* Activity
Once the line containing "Turn the roads" is found in the listing below, return it and each line after it through the last, exactly as given.
◆ ◆ ◆
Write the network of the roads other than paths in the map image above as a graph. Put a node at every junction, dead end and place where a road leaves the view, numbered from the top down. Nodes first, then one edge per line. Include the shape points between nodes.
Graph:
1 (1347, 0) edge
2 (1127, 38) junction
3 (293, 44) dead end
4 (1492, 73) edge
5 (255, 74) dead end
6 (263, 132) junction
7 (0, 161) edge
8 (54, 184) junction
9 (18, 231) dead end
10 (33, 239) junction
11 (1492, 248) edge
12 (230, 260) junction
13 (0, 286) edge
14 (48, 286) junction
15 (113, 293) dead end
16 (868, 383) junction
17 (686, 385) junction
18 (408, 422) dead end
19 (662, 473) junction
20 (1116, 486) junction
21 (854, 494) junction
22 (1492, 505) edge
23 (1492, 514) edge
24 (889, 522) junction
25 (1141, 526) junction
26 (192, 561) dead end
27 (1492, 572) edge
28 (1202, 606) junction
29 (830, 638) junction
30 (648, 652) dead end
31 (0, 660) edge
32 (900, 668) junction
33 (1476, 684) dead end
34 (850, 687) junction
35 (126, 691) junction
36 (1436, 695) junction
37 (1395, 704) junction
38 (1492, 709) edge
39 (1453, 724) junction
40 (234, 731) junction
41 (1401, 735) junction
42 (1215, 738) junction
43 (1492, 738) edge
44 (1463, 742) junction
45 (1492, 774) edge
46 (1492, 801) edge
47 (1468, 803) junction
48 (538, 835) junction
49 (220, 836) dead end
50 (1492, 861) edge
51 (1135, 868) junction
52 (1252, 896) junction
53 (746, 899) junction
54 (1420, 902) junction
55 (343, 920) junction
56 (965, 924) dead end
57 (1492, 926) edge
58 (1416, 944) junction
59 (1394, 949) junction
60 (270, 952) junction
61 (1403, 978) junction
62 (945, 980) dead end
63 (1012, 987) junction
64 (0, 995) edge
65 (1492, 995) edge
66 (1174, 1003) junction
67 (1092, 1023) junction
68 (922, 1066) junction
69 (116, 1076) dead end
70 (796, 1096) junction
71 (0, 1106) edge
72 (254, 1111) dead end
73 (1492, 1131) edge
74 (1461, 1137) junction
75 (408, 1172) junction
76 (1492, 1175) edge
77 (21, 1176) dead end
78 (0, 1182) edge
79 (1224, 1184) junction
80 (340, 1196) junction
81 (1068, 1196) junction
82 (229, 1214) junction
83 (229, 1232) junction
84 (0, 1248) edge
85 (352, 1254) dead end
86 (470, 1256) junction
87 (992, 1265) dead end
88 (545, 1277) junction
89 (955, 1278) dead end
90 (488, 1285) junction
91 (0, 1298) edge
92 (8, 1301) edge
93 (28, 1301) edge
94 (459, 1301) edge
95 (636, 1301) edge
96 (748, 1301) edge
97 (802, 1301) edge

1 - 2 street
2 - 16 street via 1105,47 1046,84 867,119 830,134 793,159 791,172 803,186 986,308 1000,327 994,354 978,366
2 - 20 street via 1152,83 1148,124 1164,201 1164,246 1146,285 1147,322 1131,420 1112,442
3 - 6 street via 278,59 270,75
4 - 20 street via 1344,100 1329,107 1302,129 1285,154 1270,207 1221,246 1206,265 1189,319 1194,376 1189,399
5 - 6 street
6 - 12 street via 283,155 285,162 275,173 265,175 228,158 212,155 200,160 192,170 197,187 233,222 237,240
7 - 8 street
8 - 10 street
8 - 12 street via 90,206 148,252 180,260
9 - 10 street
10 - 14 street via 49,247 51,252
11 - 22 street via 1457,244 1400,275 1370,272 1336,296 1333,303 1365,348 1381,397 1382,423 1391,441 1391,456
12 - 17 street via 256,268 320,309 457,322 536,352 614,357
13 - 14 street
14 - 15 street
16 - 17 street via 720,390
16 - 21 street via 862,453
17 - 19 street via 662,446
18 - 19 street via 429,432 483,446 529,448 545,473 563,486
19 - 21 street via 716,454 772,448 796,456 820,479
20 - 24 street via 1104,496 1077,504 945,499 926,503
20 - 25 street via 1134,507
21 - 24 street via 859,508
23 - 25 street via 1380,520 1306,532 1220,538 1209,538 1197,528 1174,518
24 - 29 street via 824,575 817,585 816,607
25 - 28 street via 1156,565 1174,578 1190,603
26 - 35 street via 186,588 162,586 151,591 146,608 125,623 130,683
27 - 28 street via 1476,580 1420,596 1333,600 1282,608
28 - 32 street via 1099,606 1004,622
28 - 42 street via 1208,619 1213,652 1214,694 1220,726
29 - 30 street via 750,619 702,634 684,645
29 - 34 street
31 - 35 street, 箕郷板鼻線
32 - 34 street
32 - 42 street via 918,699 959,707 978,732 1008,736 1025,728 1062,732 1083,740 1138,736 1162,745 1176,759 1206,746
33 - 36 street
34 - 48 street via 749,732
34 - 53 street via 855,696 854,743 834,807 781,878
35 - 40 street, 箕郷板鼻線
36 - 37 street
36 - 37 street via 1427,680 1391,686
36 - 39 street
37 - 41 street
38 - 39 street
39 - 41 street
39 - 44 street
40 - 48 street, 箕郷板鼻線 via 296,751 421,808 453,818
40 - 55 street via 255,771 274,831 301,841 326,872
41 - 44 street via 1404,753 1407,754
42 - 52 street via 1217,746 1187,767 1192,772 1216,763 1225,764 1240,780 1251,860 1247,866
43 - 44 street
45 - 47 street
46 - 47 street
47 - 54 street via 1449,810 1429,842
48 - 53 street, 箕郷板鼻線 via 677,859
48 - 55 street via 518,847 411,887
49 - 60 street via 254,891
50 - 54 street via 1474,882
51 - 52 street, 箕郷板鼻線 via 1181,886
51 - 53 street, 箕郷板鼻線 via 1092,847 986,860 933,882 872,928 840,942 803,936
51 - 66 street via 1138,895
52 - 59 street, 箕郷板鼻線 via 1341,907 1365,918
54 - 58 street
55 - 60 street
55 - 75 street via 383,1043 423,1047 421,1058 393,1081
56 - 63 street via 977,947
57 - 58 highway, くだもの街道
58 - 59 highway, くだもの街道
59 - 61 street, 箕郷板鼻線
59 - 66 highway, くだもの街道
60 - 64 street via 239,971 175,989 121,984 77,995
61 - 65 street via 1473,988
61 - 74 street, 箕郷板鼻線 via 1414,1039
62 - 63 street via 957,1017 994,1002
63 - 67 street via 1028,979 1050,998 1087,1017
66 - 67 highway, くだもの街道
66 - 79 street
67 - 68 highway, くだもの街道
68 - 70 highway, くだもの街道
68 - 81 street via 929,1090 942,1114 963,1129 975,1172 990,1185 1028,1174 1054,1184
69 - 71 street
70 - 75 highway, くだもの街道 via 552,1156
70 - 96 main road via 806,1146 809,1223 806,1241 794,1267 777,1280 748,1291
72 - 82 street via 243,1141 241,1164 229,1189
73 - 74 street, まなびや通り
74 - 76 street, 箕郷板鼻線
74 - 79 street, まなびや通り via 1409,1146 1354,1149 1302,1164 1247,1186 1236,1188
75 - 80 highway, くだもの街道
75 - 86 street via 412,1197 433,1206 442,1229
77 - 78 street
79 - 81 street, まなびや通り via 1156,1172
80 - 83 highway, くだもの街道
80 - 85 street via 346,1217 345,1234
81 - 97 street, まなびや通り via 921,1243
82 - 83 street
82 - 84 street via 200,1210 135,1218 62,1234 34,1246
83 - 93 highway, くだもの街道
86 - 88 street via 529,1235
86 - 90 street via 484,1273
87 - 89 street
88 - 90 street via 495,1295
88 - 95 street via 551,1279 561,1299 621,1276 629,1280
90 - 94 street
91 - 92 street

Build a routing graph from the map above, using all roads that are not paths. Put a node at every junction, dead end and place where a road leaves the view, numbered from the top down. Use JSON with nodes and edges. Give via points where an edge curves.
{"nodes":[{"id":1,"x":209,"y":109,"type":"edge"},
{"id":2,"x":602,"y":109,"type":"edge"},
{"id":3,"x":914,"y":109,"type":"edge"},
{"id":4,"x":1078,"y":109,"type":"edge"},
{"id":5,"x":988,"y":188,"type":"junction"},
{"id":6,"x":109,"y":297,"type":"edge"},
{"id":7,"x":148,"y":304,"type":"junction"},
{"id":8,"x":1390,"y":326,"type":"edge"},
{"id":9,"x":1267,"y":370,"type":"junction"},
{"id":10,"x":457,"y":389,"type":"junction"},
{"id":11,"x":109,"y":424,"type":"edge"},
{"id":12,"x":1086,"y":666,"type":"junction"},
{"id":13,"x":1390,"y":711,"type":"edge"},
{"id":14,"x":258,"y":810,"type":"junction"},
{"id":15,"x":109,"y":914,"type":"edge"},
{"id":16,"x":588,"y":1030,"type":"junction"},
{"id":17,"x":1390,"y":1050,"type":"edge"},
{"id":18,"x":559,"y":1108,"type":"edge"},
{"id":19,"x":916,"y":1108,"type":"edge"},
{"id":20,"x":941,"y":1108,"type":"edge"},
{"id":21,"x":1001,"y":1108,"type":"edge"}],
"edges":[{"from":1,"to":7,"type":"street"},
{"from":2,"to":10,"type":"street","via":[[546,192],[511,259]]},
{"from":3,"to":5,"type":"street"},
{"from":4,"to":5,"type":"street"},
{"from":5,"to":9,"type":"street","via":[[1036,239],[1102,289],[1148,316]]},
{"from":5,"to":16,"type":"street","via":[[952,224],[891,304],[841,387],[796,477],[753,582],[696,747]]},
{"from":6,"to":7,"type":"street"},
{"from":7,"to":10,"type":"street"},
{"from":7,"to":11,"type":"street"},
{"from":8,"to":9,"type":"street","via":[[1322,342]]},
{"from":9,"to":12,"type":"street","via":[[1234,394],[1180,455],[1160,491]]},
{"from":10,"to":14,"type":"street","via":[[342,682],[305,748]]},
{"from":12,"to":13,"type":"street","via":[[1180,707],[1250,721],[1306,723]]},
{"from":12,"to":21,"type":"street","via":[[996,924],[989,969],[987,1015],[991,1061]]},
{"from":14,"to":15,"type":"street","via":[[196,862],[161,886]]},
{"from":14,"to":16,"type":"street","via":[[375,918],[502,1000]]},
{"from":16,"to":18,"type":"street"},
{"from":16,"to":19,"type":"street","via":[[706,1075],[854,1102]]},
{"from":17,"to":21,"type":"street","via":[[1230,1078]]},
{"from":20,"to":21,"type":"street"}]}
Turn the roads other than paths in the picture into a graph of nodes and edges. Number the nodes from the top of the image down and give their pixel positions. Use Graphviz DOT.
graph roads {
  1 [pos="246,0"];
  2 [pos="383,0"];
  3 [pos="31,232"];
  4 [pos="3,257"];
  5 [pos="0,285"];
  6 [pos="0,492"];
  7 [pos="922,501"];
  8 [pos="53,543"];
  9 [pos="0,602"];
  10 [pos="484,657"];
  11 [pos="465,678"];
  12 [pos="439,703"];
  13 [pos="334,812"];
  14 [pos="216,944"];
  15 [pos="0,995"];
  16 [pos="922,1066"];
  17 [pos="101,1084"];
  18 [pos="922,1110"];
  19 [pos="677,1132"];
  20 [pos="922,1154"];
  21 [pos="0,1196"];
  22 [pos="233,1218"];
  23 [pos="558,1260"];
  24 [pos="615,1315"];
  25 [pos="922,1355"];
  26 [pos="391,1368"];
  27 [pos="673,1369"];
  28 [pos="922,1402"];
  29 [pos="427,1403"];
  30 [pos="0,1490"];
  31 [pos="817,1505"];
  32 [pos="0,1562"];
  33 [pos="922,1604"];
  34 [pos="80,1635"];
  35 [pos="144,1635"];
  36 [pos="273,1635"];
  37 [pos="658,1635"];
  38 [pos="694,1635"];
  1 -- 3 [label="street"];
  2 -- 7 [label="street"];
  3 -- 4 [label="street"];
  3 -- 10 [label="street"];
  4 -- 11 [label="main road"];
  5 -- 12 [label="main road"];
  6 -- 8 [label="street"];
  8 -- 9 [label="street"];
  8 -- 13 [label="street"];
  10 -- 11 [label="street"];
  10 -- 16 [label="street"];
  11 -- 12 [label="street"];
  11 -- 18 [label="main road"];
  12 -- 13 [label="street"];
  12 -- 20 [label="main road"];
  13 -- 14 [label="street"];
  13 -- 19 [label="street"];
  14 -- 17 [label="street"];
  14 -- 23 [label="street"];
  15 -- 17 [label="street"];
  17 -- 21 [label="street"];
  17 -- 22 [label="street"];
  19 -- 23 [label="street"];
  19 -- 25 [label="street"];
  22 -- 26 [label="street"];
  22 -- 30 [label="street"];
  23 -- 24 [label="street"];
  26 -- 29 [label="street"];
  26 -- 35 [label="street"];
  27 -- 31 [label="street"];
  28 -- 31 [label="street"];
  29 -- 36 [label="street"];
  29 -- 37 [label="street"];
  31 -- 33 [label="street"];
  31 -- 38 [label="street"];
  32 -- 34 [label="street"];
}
◆ ◆ ◆
* Result for this exercise
Turn the roads other than paths in the picture into a graph of nodes and edges. Number the nodes from the top of the image down and give their pixel positions. Use Graphviz DOT.
graph roads {
  1 [pos="246,0"];
  2 [pos="383,0"];
  3 [pos="31,232"];
  4 [pos="3,257"];
  5 [pos="0,285"];
  6 [pos="0,492"];
  7 [pos="922,501"];
  8 [pos="53,543"];
  9 [pos="0,602"];
  10 [pos="484,657"];
  11 [pos="465,678"];
  12 [pos="439,703"];
  13 [pos="334,812"];
  14 [pos="216,944"];
  15 [pos="0,995"];
  16 [pos="922,1066"];
  17 [pos="101,1084"];
  18 [pos="922,1110"];
  19 [pos="677,1132"];
  20 [pos="922,1154"];
  21 [pos="0,1196"];
  22 [pos="233,1218"];
  23 [pos="558,1260"];
  24 [pos="615,1315"];
  25 [pos="922,1355"];
  26 [pos="391,1368"];
  27 [pos="673,1369"];
  28 [pos="922,1402"];
  29 [pos="427,1403"];
  30 [pos="0,1490"];
  31 [pos="817,1505"];
  32 [pos="0,1562"];
  33 [pos="922,1604"];
  34 [pos="80,1635"];
  35 [pos="144,1635"];
  36 [pos="273,1635"];
  37 [pos="658,1635"];
  38 [pos="694,1635"];
  1 -- 3 [label="street"];
  2 -- 7 [label="street"];
  3 -- 4 [label="street"];
  3 -- 10 [label="street"];
  4 -- 11 [label="main road"];
  5 -- 12 [label="main road"];
  6 -- 8 [label="street"];
  8 -- 9 [label="street"];
  8 -- 13 [label="street"];
  10 -- 11 [label="street"];
  10 -- 16 [label="street"];
  11 -- 12 [label="street"];
  11 -- 18 [label="main road"];
  12 -- 13 [label="street"];
  12 -- 20 [label="main road"];
  13 -- 14 [label="street"];
  13 -- 19 [label="street"];
  14 -- 17 [label="street"];
  14 -- 23 [label="street"];
  15 -- 17 [label="street"];
  17 -- 21 [label="street"];
  17 -- 22 [label="street"];
  19 -- 23 [label="street"];
  19 -- 25 [label="street"];
  22 -- 26 [label="street"];
  22 -- 30 [label="street"];
  23 -- 24 [label="street"];
  26 -- 29 [label="street"];
  26 -- 35 [label="street"];
  27 -- 31 [label="street"];
  28 -- 31 [label="street"];
  29 -- 36 [label="street"];
  29 -- 37 [label="street"];
  31 -- 33 [label="street"];
  31 -- 38 [label="street"];
  32 -- 34 [label="street"];
}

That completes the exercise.